Padahal, tambahnya, pengalaman korban dan penasehat hukum menunjukkan bahwa surat perintah penangkapan dan penahanan dibuat setelah penangkapan atau penahanan dilakukan, dengan cap dan tanggal yang dibuat mundur.
"Penyidik bermain dengan waktu. Tanggal dimundurin artinya apa? Gagal praperadilannya kan? Gugur. Harus sudah diperiksa pokok perkara, segera dilimpahkan," kata Febby.
Penangkapan dan penahanan yang tidak sah juga kerap disertai dengan penyiksaan terhadap tersangka atau terdakwa.
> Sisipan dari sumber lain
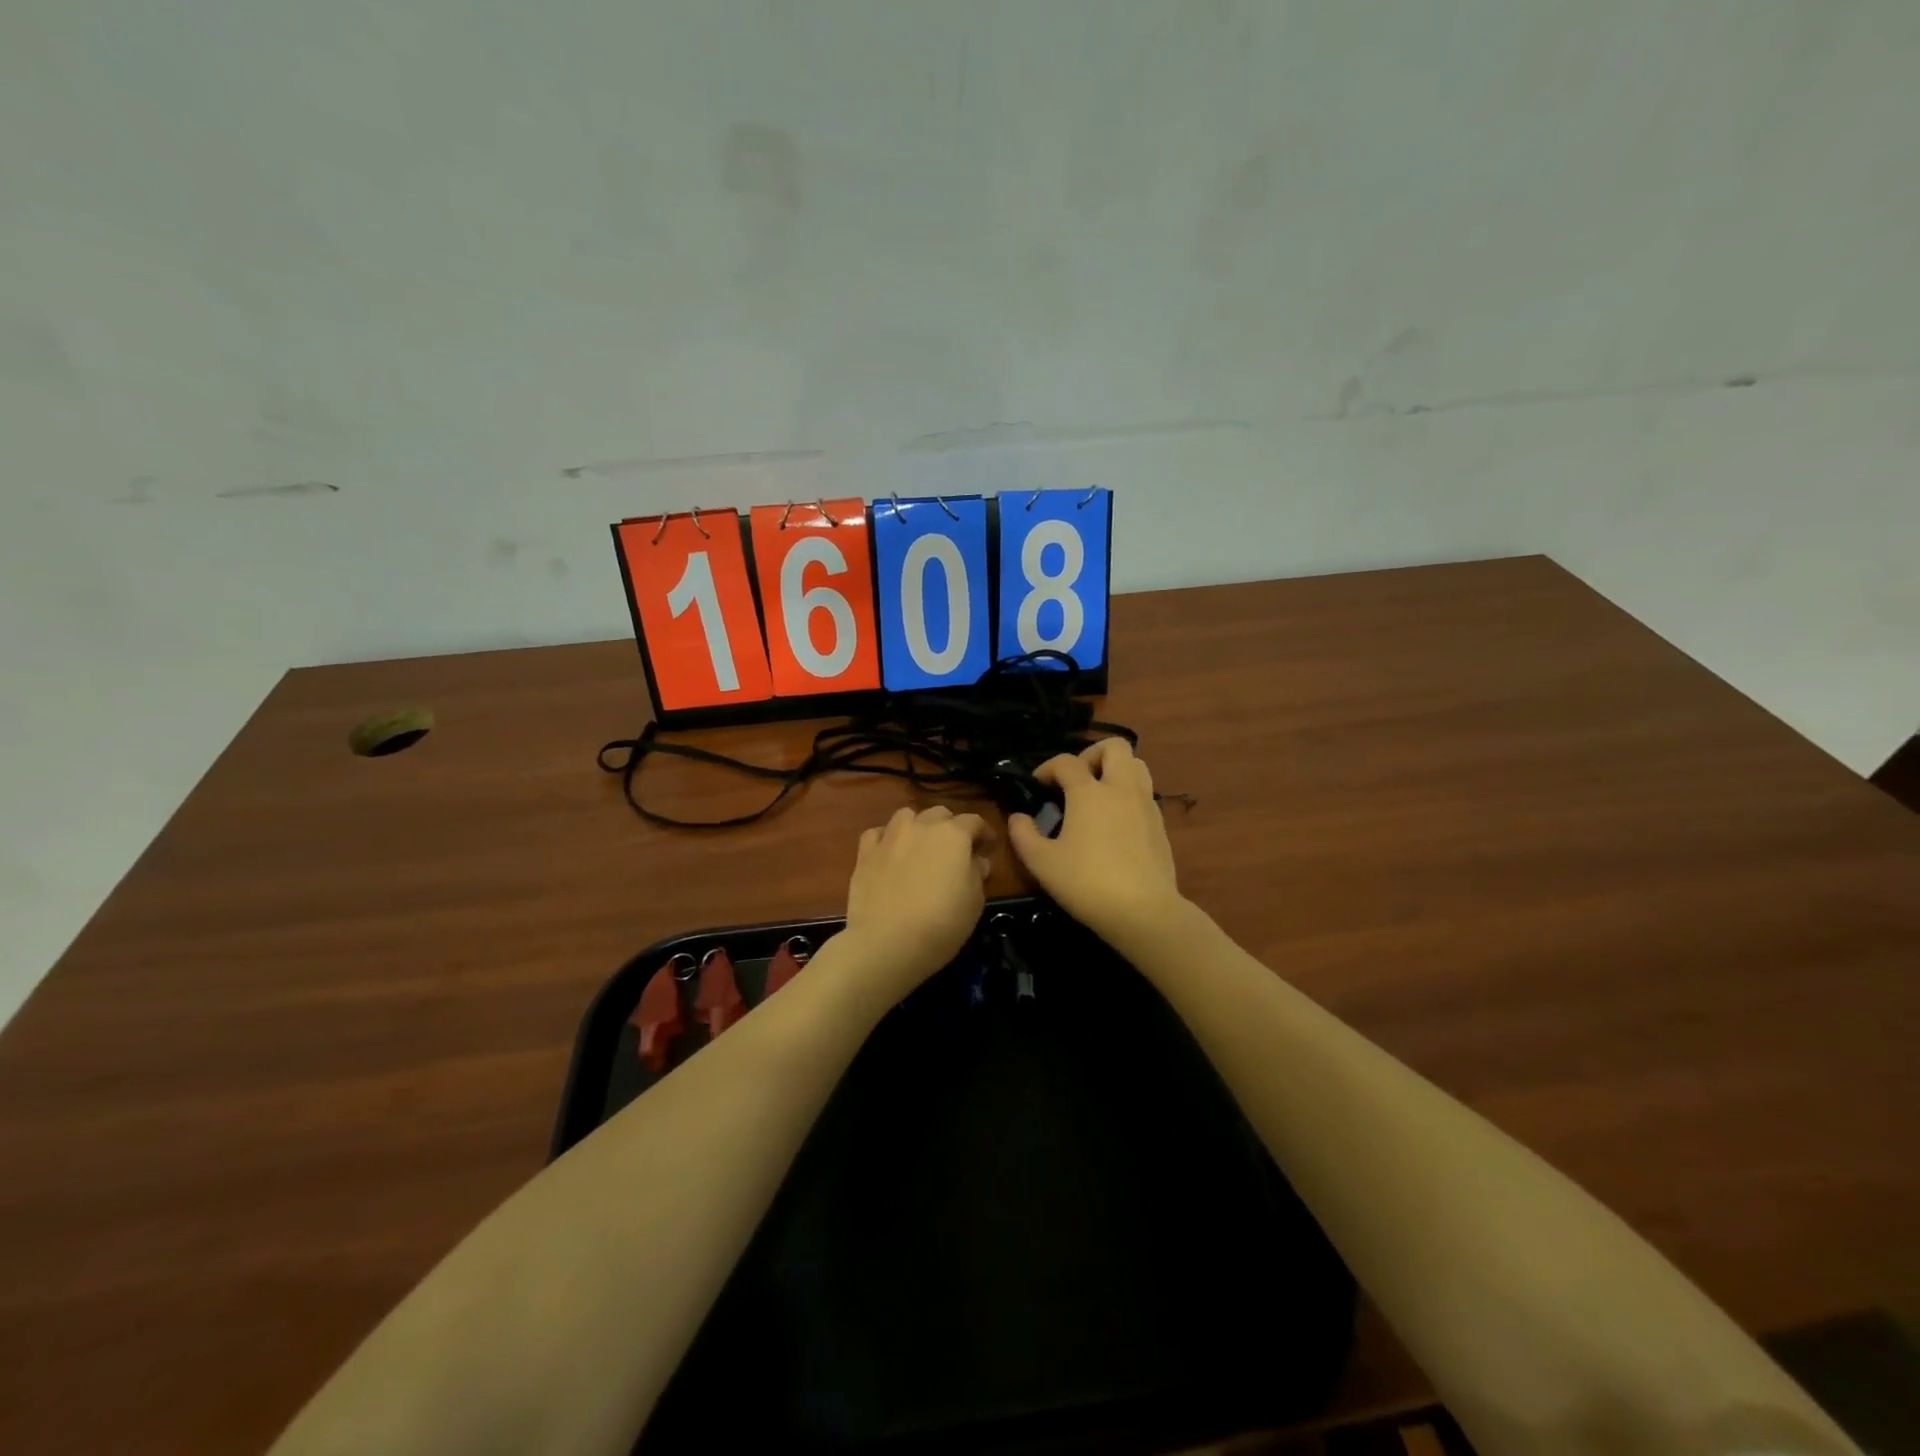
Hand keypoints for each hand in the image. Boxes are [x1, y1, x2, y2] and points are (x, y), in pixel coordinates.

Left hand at [839, 806, 992, 999]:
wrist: (887, 942)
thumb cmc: (942, 923)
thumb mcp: (975, 901)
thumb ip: (976, 874)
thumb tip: (976, 861)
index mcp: (954, 834)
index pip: (974, 821)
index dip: (984, 834)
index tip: (988, 849)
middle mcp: (922, 826)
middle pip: (940, 814)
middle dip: (951, 827)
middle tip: (955, 852)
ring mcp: (890, 837)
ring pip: (907, 816)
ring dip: (918, 826)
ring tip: (920, 847)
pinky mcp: (865, 853)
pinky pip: (877, 834)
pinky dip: (886, 839)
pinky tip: (889, 854)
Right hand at [1007, 739, 1183, 946]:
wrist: (1143, 911)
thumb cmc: (1086, 883)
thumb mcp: (1042, 863)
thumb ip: (1023, 836)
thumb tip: (1017, 817)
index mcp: (1089, 792)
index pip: (1066, 762)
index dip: (1047, 768)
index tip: (1037, 785)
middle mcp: (1120, 789)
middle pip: (1114, 747)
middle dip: (1091, 755)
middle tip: (1076, 779)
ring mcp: (1145, 804)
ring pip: (1137, 765)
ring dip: (1116, 770)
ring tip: (1099, 794)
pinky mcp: (1160, 824)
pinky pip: (1145, 792)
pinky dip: (1129, 794)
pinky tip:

Febby memaparkan, ketakutan penyidik akan adanya proses praperadilan nampak selain dari upaya untuk menggugurkan praperadilan, tetapi juga nampak dari upaya intimidasi kepada pemohon.
"Dalam kasus Hasan Basri, Khotimah (istri Hasan) mengakui adanya ancaman ketika mengajukan praperadilan," ujarnya.
Pengalaman-pengalaman buruk korban mengenai tidak efektifnya praperadilan, lanjut Febby, menimbulkan ketidakpercayaan publik terhadap mekanisme tersebut.
"Hal tersebut ditegaskan dalam kebanyakan putusan pengadilan yang menolak mekanisme praperadilan," ujar Febby.
Simak breaking news dan berita pilihan kami langsung di ponselmu. Pilih saluran andalanmu akses berita Kompas.com WhatsApp Channel : https://www.whatsapp.com/channel/0029VaFPbedBPzjZrk13HO3D. Pastikan kamu sudah install aplikasi WhatsApp ya.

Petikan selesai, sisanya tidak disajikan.